1Benchmark Mode Cnt Score Error Units
2with_new_arraylist avgt 15 22.350 ± 1.415 us/op
3with_stream_concat avgt 15 15.716 ± 2.561 us/op
So if you take a look at the results above you can already see that for a small amount of
elements (49 getElements, 50 FanceStuff instances) the one with stream_concat
is faster.
Hm..is this really true? Not a measuring error or coincidence?
Parameterized Measurement
To reduce the likely of stumbling over a coincidence or a measuring error I changed the code which now takes a parameter and enhanced the number of elements. I stick with the two solutions (1+2).
The getElements()
results always in 49 elements where as the number of FancyStuff
elements varies (see count
). The following result shows that the version
with stream_concat
is always faster.
1Benchmark (count) Mode Cnt Score Error Units
2with_new_arraylist 50 avgt 15 21.759 ± 0.797 us/op
3with_new_arraylist 100 avgt 15 43.309 ± 1.449 us/op
4with_new_arraylist 1000 avgt 15 498.693 ± 103.550 us/op
5with_new_arraylist 2000 avgt 15 988.483 ± 80.574 us/op
6with_new_arraylist 5000 avgt 15 3379.189 ± 376.885 us/op
7with_stream_concat 50 avgt 15 17.695 ± 3.601 us/op
8with_stream_concat 100 avgt 15 38.559 ± 13.014 us/op
9with_stream_concat 1000 avgt 15 458.131 ± 95.578 us/op
10with_stream_concat 2000 avgt 15 815.142 ± 183.491 us/op
11with_stream_concat 5000 avgt 15 2682.883 ± 287.596 us/op
Interestingly this is not only the case for larger number of elements. It is also for a small number of elements the case.
Running all solutions
So finally I ran all solutions (1+2+3+4) with different numbers (count, elementCount) with different combinations. I honestly have to admit that I underestimated the time it took to finish that test (it took 13 hours+).
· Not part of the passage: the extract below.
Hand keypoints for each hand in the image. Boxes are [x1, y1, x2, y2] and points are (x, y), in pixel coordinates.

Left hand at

I just picked up some examples of the measured times here:
1Benchmark (count) (elementCount) Mode Cnt Score Error Units
2with_new_arraylist 10 1000 avgt 15 77,358 ± 2,957 us/op
3with_new_arraylist_constructor 10 1000 avgt 15 76,431 ± 1,544 us/op
4with_new_arraylist_constructor_size 10 1000 avgt 15 73,156 ± 0,118 us/op
5with_stream_concat 10 1000 avgt 15 68,461 ± 0,048 us/op
6....
7with_new_arraylist 1000 1000 avgt 15 12864,161 ± 164,193 us/op
8with_new_arraylist_constructor 1000 1000 avgt 15 12703,437 ± 346,234 us/op
9with_new_arraylist_constructor_size 1000 1000 avgt 15 12401,783 ± 387,433 us/op
10with_stream_concat 1000 1000 avgt 15 11613,553 ± 632,684 us/op
Another run
So I ran also a solution with all possible options im JMH which took very long (1 day + 15 hours+).
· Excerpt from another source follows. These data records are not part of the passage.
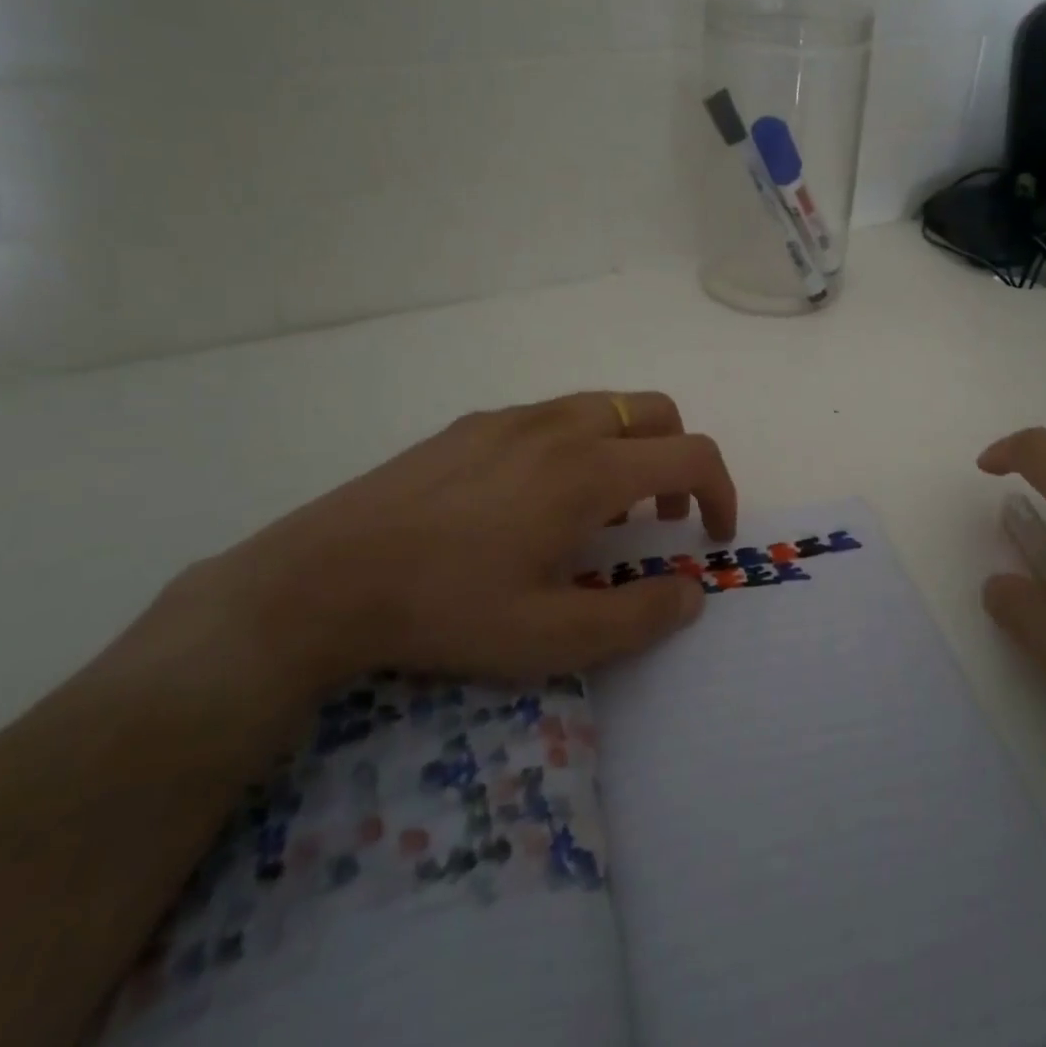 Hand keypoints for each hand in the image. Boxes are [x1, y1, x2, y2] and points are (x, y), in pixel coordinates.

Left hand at [176, 391, 736, 693]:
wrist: (324, 578)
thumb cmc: (447, 609)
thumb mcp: (551, 638)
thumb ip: (638, 616)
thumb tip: (692, 592)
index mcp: (589, 472)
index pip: (692, 456)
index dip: (721, 492)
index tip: (713, 535)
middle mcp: (561, 427)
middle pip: (656, 412)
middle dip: (679, 459)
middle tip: (659, 519)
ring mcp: (513, 418)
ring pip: (605, 407)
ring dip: (629, 449)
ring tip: (598, 512)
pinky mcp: (473, 424)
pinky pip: (553, 417)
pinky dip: (579, 445)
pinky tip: (532, 502) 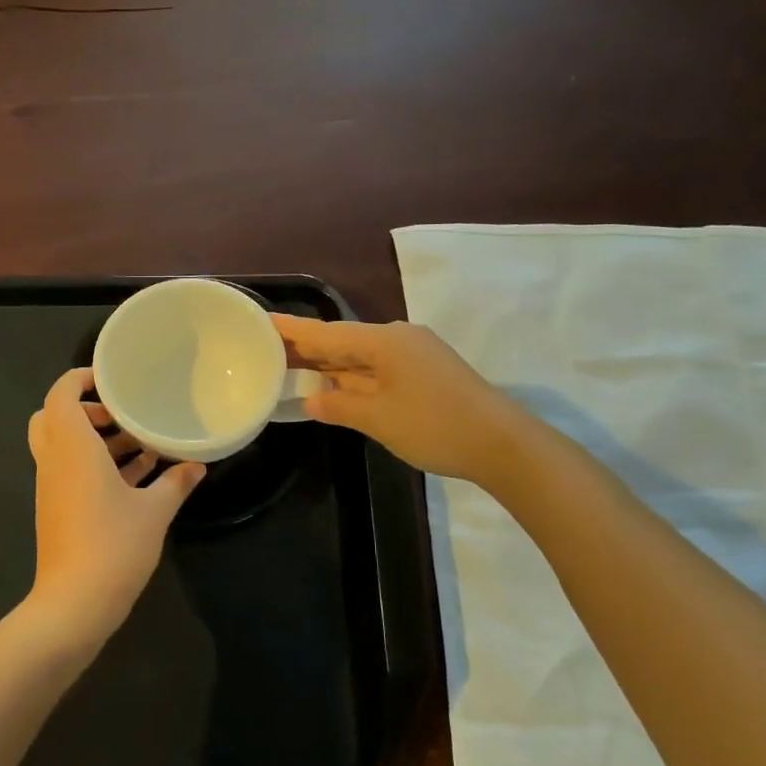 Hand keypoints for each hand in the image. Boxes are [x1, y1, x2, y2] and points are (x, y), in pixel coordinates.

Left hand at [25, 367, 204, 648]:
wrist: (74, 604)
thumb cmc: (113, 545)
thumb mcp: (155, 511)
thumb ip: (176, 482)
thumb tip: (198, 465)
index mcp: (71, 446)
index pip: (61, 393)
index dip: (81, 378)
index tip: (114, 379)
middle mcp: (54, 460)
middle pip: (55, 416)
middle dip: (88, 408)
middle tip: (124, 413)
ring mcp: (53, 486)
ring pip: (64, 445)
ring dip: (96, 438)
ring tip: (140, 441)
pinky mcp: (57, 508)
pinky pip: (72, 470)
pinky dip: (96, 464)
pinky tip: (137, 475)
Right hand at [272, 315, 525, 483]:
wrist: (504, 444)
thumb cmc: (435, 426)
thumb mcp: (378, 419)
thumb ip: (339, 406)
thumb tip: (311, 401)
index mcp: (384, 341)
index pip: (326, 333)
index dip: (292, 330)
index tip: (261, 321)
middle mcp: (398, 339)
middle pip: (342, 341)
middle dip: (307, 349)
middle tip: (267, 351)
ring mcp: (414, 355)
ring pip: (360, 356)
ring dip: (330, 365)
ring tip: (291, 367)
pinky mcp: (425, 373)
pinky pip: (377, 369)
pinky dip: (353, 377)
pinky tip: (334, 386)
So I will pick up some examples of the measured times here:
1Benchmark (count) (elementCount) Mode Cnt Score Error Units
2with_new_arraylist 1000 500 ss 3 22169330,000 ± 25379203,013 ns/op
3with_new_arraylist_constructor 1000 500 ss 3 6425606,000 ± 4699006,445 ns/op
4with_new_arraylist_constructor_size 1000 500 ss 3 22911512,667 ± 13112575,975 ns/op
5with_stream_concat 1000 500 ss 3 5328312,333 ± 4162857,199 ns/op
6...
7with_new_arraylist 1000 1000 ss 3 13283635,000 ± 7645310,577 ns/op
8with_new_arraylist_constructor 1000 1000 ss 3 35622844,333 ± 49138969,434 ns/op
9with_new_arraylist_constructor_size 1000 1000 ss 3 14122526,333 ± 4304061,268 ns/op
10with_stream_concat 1000 1000 ss 3 13405022,333 ± 17950218,966 ns/op
So finally the question comes: What do those numbers mean?
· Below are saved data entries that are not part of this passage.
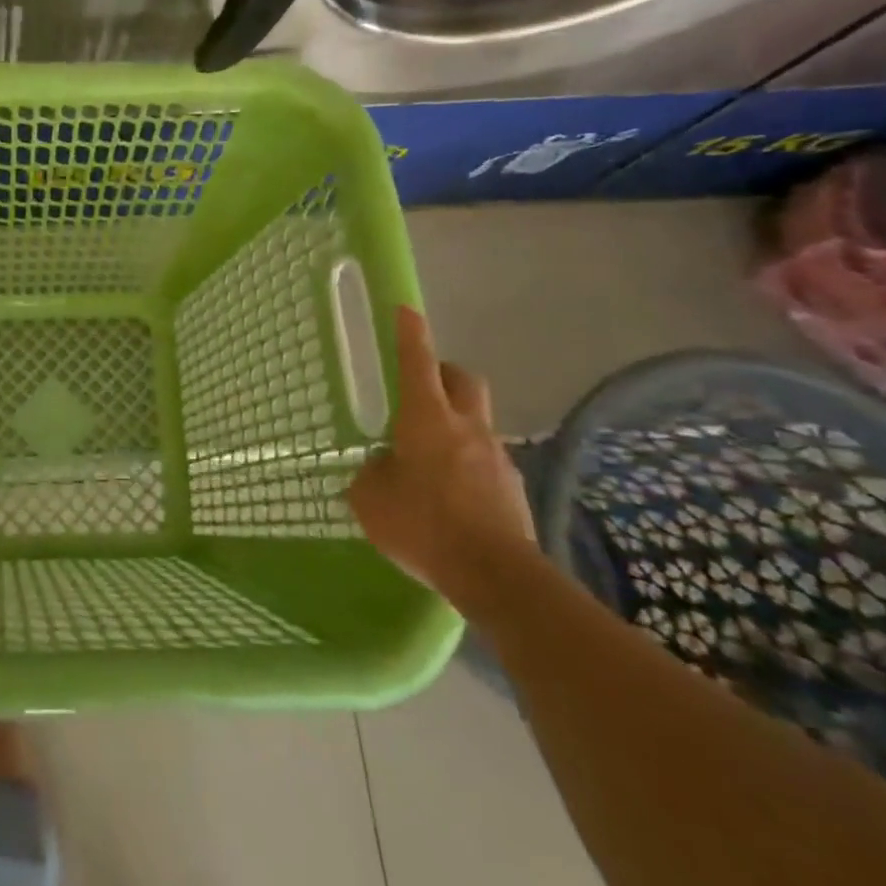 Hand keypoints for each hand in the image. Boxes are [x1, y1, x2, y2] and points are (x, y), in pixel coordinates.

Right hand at [348, 307, 536, 608]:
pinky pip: (485, 461)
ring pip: (475, 421)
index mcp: (426, 419)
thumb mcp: (371, 499)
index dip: (410, 334)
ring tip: (426, 459)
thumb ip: (372, 474)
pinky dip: (466, 465)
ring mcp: (496, 457)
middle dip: (443, 372)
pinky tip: (449, 497)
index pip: (417, 363)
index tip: (406, 309)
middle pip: (463, 379)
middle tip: (421, 386)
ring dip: (454, 426)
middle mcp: (466, 428)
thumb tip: (382, 467)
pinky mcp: (513, 489)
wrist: (497, 577)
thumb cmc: (423, 525) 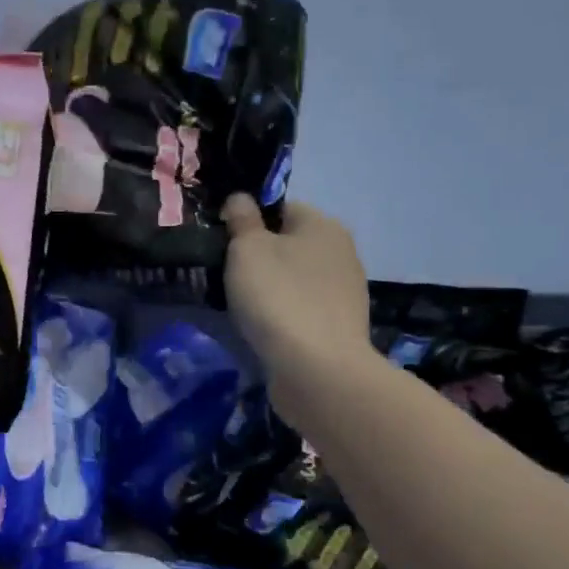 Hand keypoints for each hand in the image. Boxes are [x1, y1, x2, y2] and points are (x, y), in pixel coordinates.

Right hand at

quote from the JMH output:
REMEMBER: The numbers below are just data. To gain reusable insights, you need to follow up on why the numbers are the way they are. Use profilers (see -prof, -lprof), design factorial experiments, perform baseline and negative tests that provide experimental control, make sure the benchmarking environment is safe on JVM/OS/HW level, ask for reviews from the domain experts. Do not assume the numbers tell you what you want them to tell.